[YOUR INSTRUCTIONS]
An image-free reproduction of the data below is needed: print it exactly.
DATA PROVIDED below:
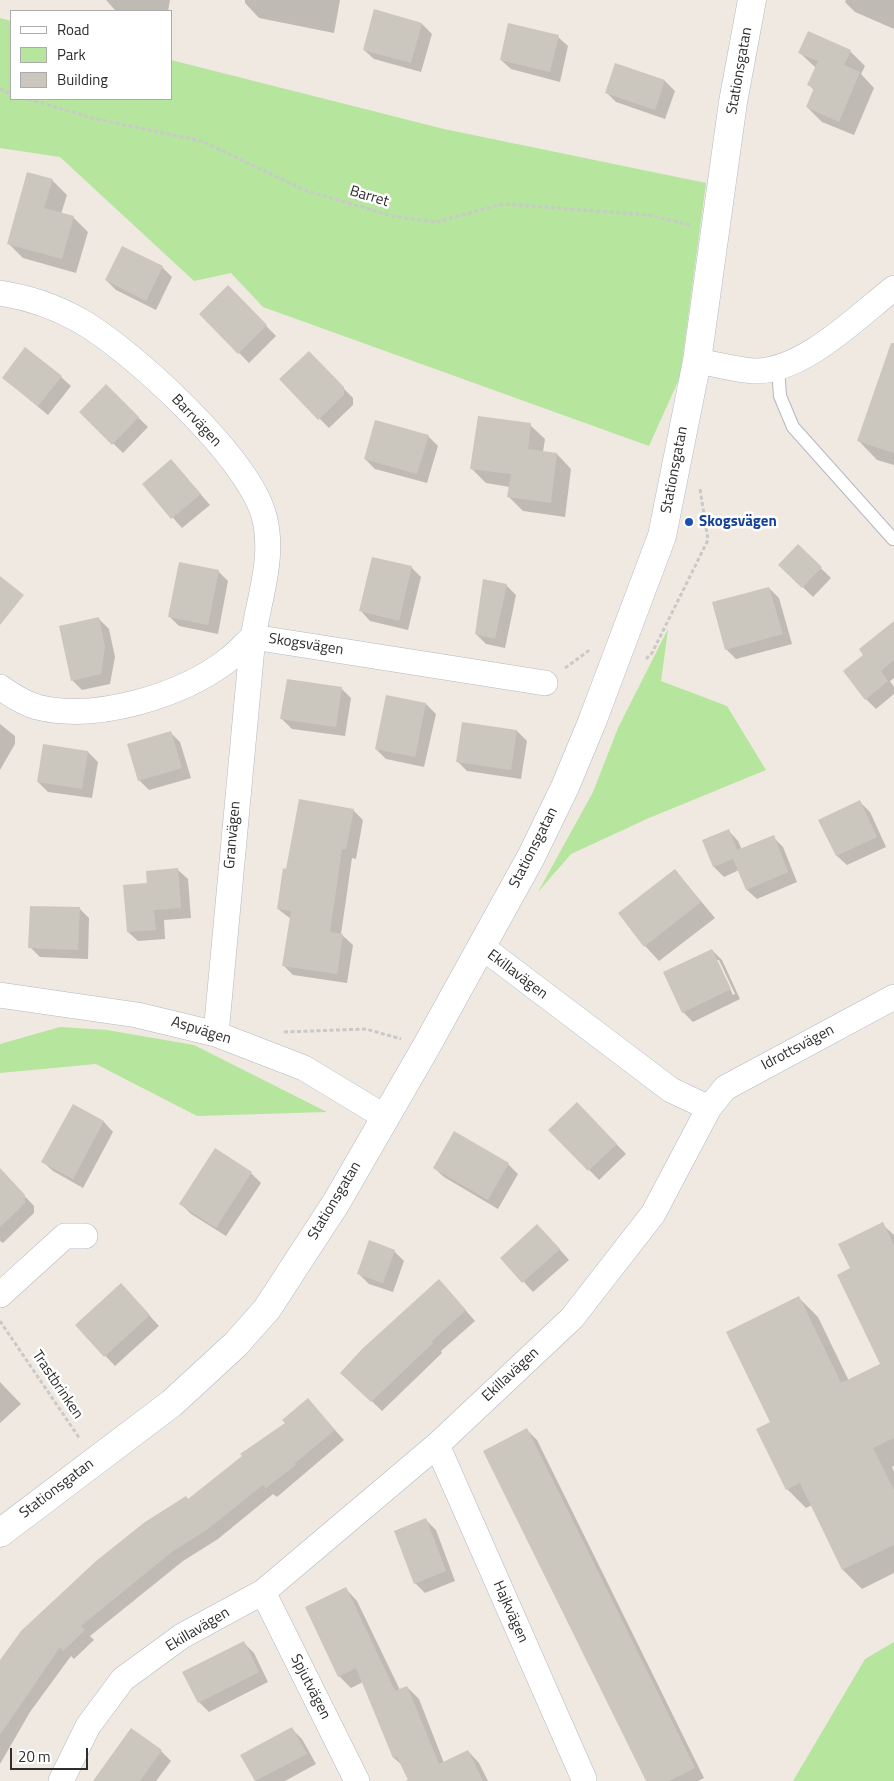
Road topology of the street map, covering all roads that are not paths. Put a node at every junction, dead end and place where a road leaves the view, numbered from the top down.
1 (752, 0) edge
2 (894, 288) edge
3 (0, 292) edge
4 (697, 361) junction
5 (778, 368) junction
6 (893, 539) edge
7 (253, 637) junction
8 (545, 683) road end
9 (0, 687) edge
10 (482, 948) junction
11 (0, 995) edge
12 (894, 997) edge
13 (216, 1034) junction
14 (709, 1108) junction
15 (385, 1117) junction
16 (85, 1236) dead end
17 (0, 1295) edge
18 (437, 1445) junction
19 (0, 1533) edge
20 (263, 1592) junction
21 (584, 1779) dead end
22 (61, 1781) edge
23 (358, 1781) edge

1 - 4 street, Stationsgatan
2 - 5 street
3 - 7 street, Barrvägen
4 - 5 street
4 - 10 street, Stationsgatan
5 - 6 lane
7 - 8 street, Skogsvägen
7 - 9 street, Skogsvägen
7 - 13 street, Granvägen
10 - 14 street, Ekillavägen
10 - 15 street, Stationsgatan
11 - 13 street, Aspvägen
12 - 14 street, Idrottsvägen
13 - 15 street, Aspvägen
14 - 18 street, Ekillavägen
15 - 19 street, Stationsgatan
16 - 17 street
18 - 20 street, Ekillavägen
18 - 21 street, Hajkvägen
20 - 22 street, Ekillavägen
20 - 23 street, Spjutvägen

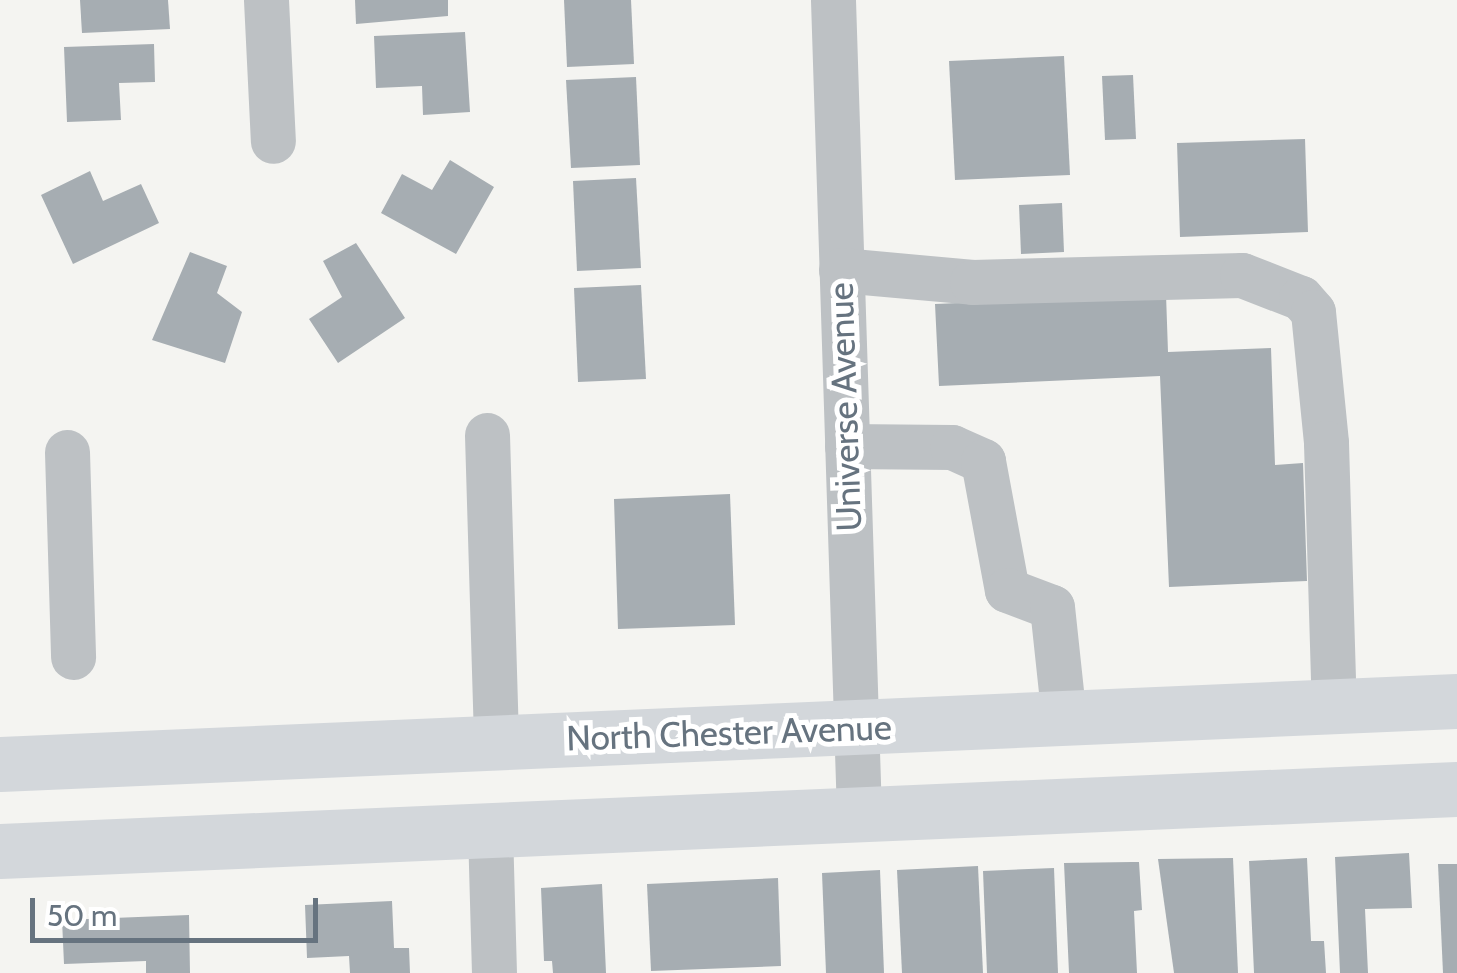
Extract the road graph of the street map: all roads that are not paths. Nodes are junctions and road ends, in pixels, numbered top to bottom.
End of DATA PROVIDED.
[WORKED SOLUTION]
Road topology of the street map, covering all roads that are not paths. Put a node at every junction, dead end and place where a road leaves the view, numbered from the top down.
1 (752, 0) edge
2 (894, 288) edge
3 (0, 292) edge
4 (697, 361) junction
5 (778, 368) junction
6 (893, 539) edge
7 (253, 637) junction
8 (545, 683) road end
9 (0, 687) edge
10 (482, 948) junction
11 (0, 995) edge
12 (894, 997) edge
13 (216, 1034) junction
14 (709, 1108) junction
15 (385, 1117) junction
16 (85, 1236) dead end
17 (0, 1295) edge
18 (437, 1445) junction
19 (0, 1533) edge
20 (263, 1592) junction
21 (584, 1779) dead end
22 (61, 1781) edge
23 (358, 1781) edge

1 - 4 street, Stationsgatan
2 - 5 street
3 - 7 street, Barrvägen
4 - 5 street
4 - 10 street, Stationsgatan
5 - 6 lane
7 - 8 street, Skogsvägen
7 - 9 street, Skogsvägen
7 - 13 street, Granvägen
10 - 14 street, Ekillavägen
10 - 15 street, Stationsgatan
11 - 13 street, Aspvägen
12 - 14 street, Idrottsvägen
13 - 15 street, Aspvägen
14 - 18 street, Ekillavägen
15 - 19 street, Stationsgatan
16 - 17 street
18 - 20 street, Ekillavägen
18 - 21 street, Hajkvägen
20 - 22 street, Ekillavägen
20 - 23 street, Spjutvägen

Extract the road graph of the street map: all roads that are not paths. Nodes are junctions and road ends, in pixels, numbered top to bottom.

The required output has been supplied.